● Problem: Could you copy every line of the data that contains the word "Deodoro"?

(Input data begins)

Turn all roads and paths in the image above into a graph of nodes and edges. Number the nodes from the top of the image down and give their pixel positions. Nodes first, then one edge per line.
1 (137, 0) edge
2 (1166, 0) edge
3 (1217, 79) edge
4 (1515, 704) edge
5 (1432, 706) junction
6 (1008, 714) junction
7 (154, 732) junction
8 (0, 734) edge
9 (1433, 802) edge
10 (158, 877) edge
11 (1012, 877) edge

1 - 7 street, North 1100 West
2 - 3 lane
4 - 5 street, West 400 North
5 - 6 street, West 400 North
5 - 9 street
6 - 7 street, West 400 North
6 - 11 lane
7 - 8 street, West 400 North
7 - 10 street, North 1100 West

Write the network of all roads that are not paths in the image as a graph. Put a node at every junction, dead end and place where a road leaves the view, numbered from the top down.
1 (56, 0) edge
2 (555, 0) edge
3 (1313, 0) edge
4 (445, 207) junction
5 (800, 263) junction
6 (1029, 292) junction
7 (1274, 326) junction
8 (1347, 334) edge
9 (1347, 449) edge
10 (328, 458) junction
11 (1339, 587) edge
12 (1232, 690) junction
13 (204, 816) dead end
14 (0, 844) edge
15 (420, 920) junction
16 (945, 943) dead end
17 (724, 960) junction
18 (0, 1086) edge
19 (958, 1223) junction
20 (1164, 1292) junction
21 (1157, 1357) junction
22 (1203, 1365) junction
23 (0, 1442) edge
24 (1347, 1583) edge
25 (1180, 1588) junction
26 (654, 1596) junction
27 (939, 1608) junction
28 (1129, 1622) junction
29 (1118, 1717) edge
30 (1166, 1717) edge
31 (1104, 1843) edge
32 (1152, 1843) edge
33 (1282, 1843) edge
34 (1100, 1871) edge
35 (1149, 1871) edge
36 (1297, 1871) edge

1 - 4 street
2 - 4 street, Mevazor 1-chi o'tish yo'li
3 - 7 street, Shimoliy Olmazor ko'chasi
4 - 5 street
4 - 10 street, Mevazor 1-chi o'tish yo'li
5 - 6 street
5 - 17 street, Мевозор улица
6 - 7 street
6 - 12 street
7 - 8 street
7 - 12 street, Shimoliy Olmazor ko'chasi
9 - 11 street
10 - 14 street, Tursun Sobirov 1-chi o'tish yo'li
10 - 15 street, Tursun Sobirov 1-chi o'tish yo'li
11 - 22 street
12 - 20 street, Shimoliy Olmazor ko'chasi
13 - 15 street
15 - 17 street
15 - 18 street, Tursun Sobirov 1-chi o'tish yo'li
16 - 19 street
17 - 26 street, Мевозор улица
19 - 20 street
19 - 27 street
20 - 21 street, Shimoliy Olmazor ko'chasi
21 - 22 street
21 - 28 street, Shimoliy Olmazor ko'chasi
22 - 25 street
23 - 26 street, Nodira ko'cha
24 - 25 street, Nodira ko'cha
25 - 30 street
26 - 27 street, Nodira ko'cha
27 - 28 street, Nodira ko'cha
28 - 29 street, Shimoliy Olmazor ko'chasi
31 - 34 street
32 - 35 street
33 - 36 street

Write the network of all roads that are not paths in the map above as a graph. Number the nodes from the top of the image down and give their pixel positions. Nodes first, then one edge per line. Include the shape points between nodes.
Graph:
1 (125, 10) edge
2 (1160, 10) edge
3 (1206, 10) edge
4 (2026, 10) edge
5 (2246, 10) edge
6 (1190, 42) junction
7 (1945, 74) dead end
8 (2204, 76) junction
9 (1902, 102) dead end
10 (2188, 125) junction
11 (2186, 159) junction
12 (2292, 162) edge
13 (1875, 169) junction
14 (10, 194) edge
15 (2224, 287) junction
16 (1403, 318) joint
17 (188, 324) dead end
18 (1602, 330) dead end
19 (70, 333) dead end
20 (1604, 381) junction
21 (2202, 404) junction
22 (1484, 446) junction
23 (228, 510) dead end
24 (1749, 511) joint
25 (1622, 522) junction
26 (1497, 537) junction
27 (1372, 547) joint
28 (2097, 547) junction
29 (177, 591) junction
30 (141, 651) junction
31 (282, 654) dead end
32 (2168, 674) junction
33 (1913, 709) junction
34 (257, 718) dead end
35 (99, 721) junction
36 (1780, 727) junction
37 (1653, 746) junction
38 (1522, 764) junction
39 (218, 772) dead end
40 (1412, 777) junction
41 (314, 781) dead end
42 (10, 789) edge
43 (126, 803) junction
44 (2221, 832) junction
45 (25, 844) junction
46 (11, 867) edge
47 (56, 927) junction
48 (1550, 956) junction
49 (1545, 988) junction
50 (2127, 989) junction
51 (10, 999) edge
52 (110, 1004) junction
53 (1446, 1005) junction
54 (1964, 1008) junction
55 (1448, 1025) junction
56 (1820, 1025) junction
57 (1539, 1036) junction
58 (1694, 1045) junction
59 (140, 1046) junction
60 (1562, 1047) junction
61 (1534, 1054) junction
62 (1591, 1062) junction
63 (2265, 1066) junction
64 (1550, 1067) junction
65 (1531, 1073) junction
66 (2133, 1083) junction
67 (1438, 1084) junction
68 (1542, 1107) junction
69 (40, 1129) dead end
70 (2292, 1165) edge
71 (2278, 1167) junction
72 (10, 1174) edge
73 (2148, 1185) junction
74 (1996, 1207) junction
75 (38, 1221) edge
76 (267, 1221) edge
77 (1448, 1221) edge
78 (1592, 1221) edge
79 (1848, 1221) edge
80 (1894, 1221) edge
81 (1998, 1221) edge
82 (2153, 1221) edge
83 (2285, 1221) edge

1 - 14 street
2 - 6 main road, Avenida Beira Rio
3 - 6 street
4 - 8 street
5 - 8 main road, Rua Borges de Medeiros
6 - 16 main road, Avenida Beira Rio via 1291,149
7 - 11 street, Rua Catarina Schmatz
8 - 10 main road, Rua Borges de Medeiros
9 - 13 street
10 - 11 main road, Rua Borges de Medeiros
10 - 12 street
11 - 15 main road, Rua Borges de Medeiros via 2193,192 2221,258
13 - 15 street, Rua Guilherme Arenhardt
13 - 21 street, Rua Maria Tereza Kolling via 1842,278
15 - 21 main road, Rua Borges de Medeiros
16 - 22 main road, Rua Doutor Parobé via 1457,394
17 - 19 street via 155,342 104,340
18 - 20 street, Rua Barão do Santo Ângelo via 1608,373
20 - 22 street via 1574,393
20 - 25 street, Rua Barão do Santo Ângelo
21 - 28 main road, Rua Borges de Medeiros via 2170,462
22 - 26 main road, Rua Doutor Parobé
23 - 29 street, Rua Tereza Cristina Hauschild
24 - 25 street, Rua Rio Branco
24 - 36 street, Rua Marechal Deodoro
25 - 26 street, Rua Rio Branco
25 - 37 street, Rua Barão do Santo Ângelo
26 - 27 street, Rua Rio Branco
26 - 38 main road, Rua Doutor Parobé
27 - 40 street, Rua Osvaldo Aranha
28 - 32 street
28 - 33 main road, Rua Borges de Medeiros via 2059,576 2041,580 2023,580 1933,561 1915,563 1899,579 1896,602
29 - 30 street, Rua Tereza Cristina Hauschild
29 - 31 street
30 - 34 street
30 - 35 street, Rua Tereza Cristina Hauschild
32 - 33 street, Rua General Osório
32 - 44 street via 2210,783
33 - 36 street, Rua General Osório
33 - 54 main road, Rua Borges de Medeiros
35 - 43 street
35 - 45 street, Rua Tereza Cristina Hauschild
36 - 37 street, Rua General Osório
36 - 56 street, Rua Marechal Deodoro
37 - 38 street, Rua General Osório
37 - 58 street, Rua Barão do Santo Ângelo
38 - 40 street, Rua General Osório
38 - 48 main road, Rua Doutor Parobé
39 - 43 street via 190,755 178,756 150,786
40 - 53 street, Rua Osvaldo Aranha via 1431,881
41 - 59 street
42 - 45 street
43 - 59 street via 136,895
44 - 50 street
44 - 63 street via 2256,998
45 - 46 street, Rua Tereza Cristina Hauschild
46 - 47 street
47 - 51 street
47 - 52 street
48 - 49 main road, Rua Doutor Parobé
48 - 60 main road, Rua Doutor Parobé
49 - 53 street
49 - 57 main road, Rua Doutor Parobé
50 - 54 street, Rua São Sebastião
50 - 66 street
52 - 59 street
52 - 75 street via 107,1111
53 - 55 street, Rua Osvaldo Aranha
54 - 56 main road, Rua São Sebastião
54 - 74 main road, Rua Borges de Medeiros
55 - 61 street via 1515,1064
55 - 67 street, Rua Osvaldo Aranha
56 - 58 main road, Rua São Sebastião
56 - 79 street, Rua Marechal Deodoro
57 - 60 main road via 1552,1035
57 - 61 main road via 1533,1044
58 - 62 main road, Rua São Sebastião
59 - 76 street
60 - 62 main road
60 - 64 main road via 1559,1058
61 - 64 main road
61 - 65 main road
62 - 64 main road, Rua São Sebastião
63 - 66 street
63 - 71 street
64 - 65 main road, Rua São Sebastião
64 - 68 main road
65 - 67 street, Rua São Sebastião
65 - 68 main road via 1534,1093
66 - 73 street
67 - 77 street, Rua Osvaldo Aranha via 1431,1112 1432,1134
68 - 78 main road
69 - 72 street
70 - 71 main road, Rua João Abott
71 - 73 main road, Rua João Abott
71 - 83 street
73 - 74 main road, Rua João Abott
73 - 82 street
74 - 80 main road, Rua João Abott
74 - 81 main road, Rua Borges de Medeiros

(Input data ends)

● Written response:
24 - 36 street, Rua Marechal Deodoro
36 - 56 street, Rua Marechal Deodoro
56 - 79 street, Rua Marechal Deodoro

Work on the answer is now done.